### Records for this exercise

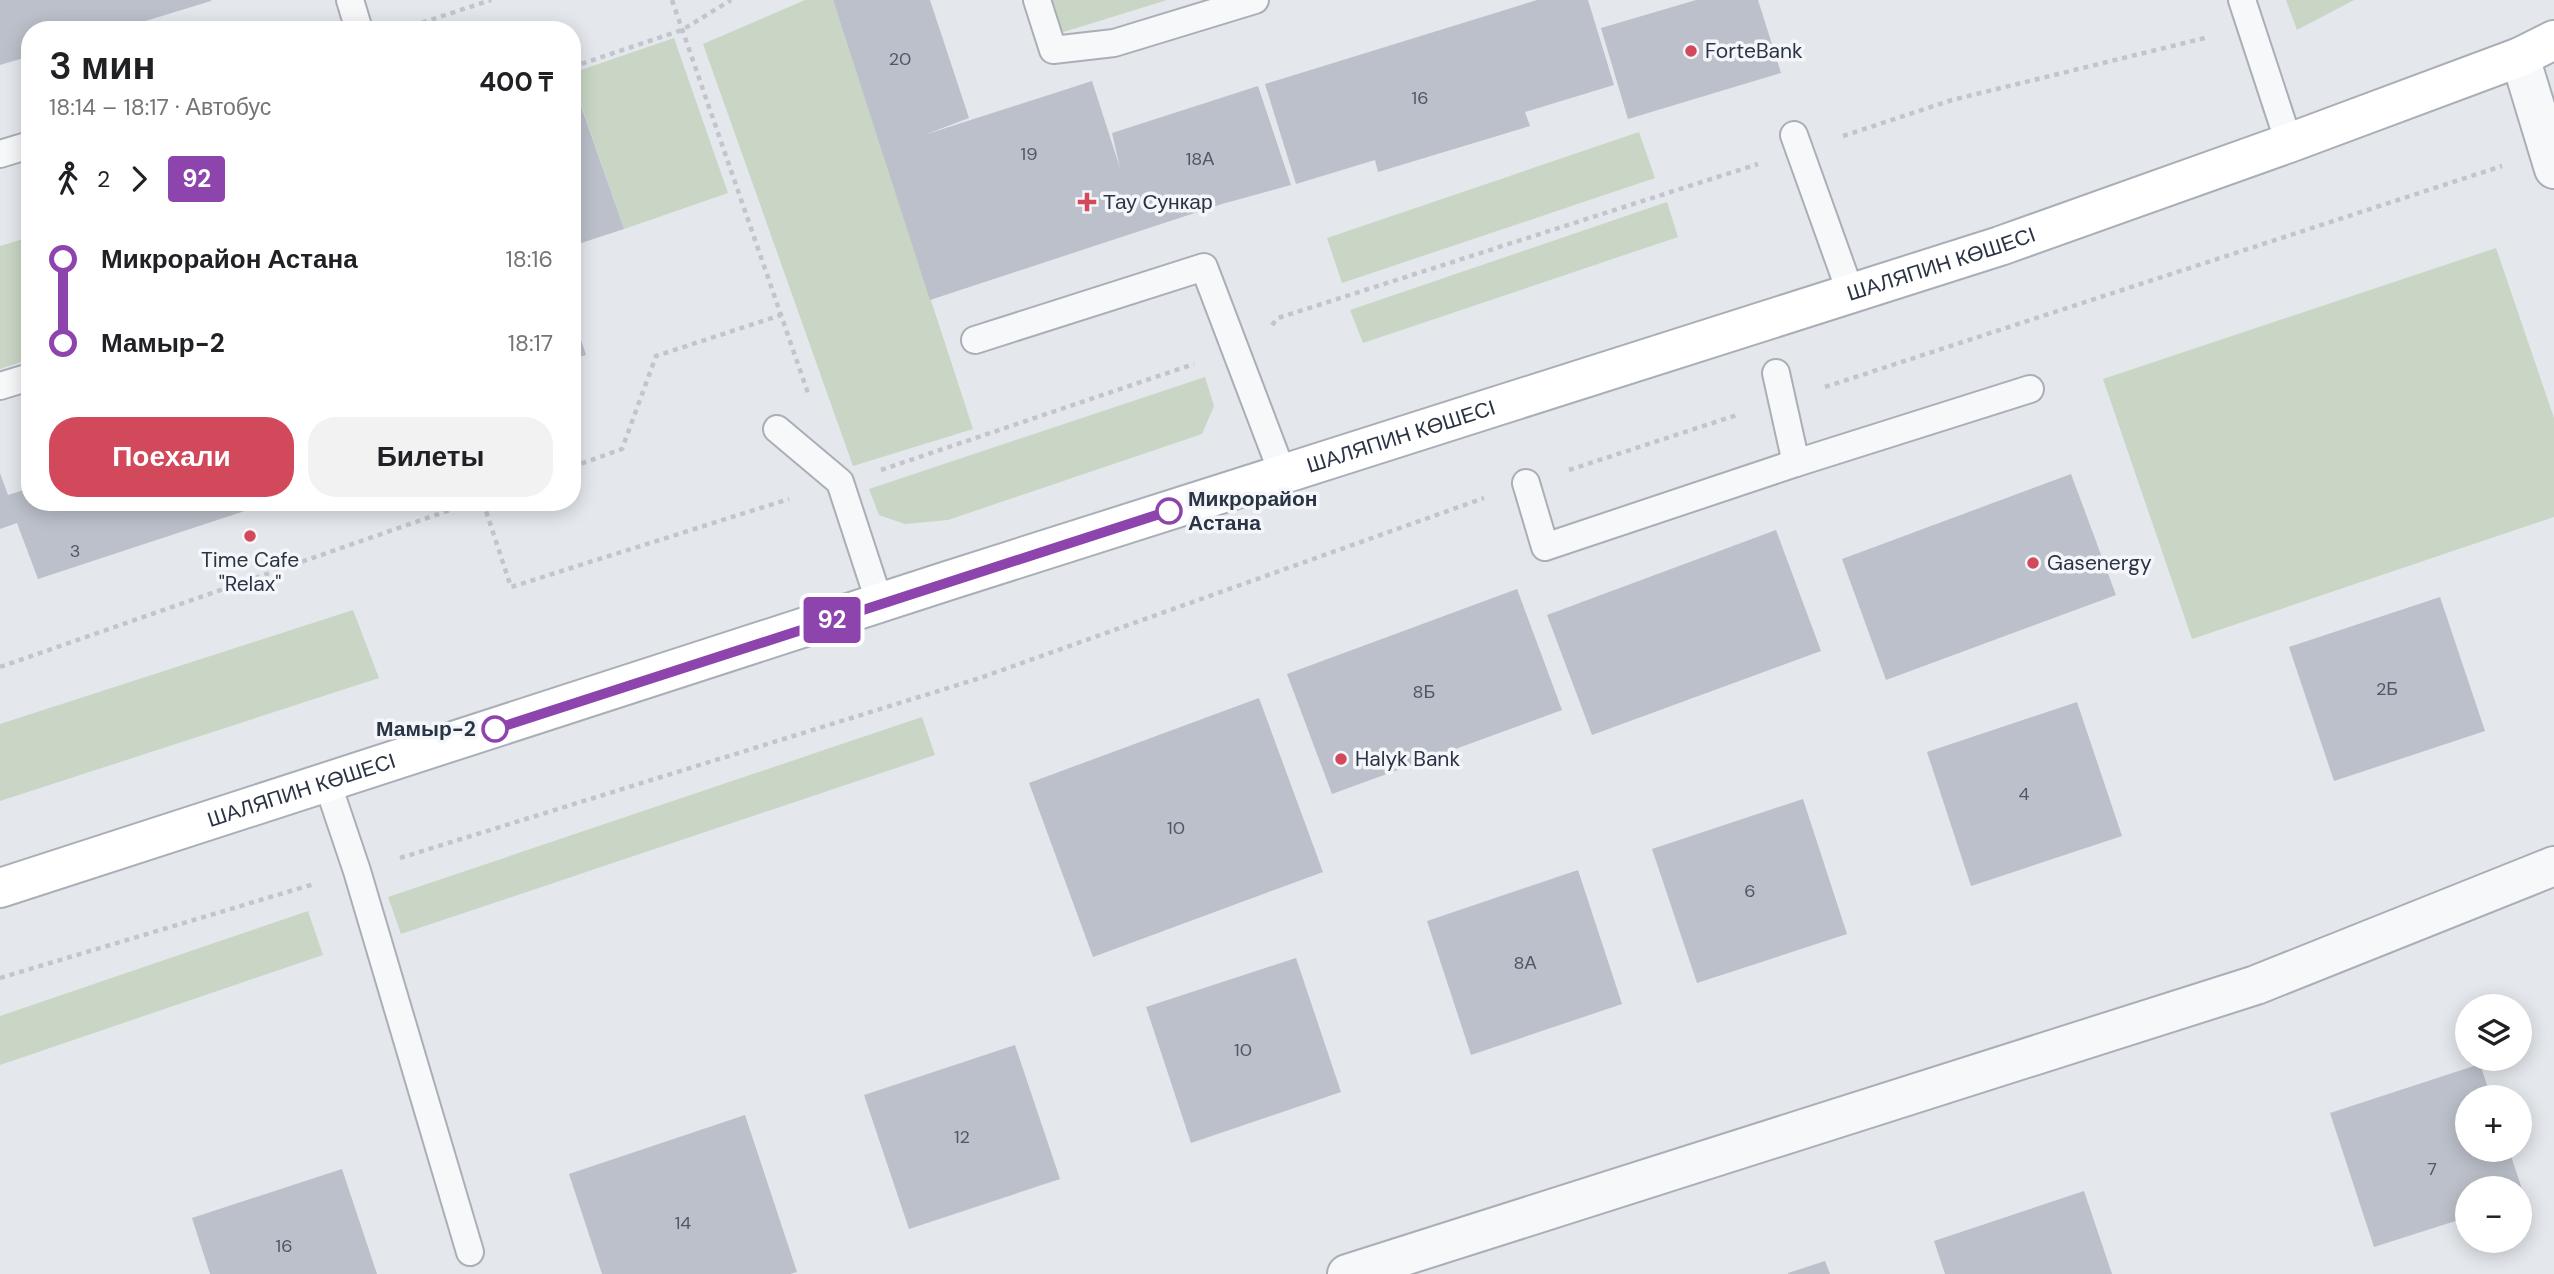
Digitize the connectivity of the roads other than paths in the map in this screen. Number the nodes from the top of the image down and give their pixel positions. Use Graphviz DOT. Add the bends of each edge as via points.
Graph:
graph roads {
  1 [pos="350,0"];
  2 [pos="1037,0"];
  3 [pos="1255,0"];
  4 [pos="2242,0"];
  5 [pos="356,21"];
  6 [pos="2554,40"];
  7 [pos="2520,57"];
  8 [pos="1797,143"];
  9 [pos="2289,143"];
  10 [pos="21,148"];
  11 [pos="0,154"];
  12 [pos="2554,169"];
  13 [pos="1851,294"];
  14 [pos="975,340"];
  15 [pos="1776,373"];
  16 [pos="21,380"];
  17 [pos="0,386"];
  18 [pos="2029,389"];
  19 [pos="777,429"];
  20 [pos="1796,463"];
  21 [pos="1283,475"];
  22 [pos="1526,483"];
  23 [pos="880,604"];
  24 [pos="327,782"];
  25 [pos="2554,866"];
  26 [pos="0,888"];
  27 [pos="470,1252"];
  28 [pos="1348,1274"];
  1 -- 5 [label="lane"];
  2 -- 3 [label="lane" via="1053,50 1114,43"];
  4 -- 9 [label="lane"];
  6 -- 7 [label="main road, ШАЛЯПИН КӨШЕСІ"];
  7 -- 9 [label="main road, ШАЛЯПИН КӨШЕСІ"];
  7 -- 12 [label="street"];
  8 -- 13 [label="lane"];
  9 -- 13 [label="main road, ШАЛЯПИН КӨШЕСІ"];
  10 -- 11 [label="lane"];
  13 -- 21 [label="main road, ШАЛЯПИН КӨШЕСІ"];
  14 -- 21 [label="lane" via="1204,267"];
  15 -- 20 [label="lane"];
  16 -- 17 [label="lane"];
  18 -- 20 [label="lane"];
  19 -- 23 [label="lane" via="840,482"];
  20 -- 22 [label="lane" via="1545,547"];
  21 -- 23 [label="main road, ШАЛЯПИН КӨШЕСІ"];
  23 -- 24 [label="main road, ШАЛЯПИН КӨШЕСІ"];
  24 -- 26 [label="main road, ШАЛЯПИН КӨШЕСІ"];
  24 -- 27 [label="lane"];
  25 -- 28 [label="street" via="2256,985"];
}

### What you need to do
Recreate the listing above word for word, dropping each picture it contains.

### Output for this task
Digitize the connectivity of the roads other than paths in the map in this screen. Number the nodes from the top of the image down and give their pixel positions. Use Graphviz DOT. Add the bends of each edge as via points.
Graph:
graph roads {
  1 [pos="350,0"];
  2 [pos="1037,0"];
  3 [pos="1255,0"];
  4 [pos="2242,0"];
  5 [pos="356,21"];
  6 [pos="2554,40"];
  7 [pos="2520,57"];
  8 [pos="1797,143"];
  9 [pos="2289,143"];
  10 [pos="21,148"];
  11 [pos="0,154"];
  12 [pos="2554,169"];
  13 [pos="1851,294"];
  14 [pos="975,340"];
  15 [pos="1776,373"];
  16 [pos="21,380"];
  17 [pos="0,386"];
  18 [pos="2029,389"];
  19 [pos="777,429"];
  20 [pos="1796,463"];
  21 [pos="1283,475"];
  22 [pos="1526,483"];
  23 [pos="880,604"];
  24 [pos="327,782"];
  25 [pos="2554,866"];
  26 [pos="0,888"];
  27 [pos="470,1252"];
  28 [pos="1348,1274"];
  1 -- 5 [label="lane"];
  2 -- 3 [label="lane" via="1053,50 1114,43"];
  4 -- 9 [label="lane"];
  6 -- 7 [label="main road, ШАЛЯПИН КӨШЕСІ"];
  7 -- 9 [label="main road, ШАЛЯПИН КӨШЕСІ"];
  7 -- 12 [label="street"];
  8 -- 13 [label="lane"];
  9 -- 13 [label="main road, ШАЛЯПИН КӨШЕСІ"];
  10 -- 11 [label="lane"];
  13 -- 21 [label="main road, ШАЛЯПИН КӨШЕСІ"];
  14 -- 21 [label="lane" via="1204,267"];
  15 -- 20 [label="lane"];
  16 -- 17 [label="lane"];
  18 -- 20 [label="lane"];
  19 -- 23 [label="lane" via="840,482"];
  20 -- 22 [label="lane" via="1545,547"];
  21 -- 23 [label="main road, ШАЛЯПИН КӨШЕСІ"];
  23 -- 24 [label="main road, ШАЛЯПИН КӨШЕСІ"];
  24 -- 26 [label="main road, ШАЛЯПИН КӨШЕСІ"];
  24 -- 27 [label="lane"];
  25 -- 28 [label="street" via="2256,985"];
}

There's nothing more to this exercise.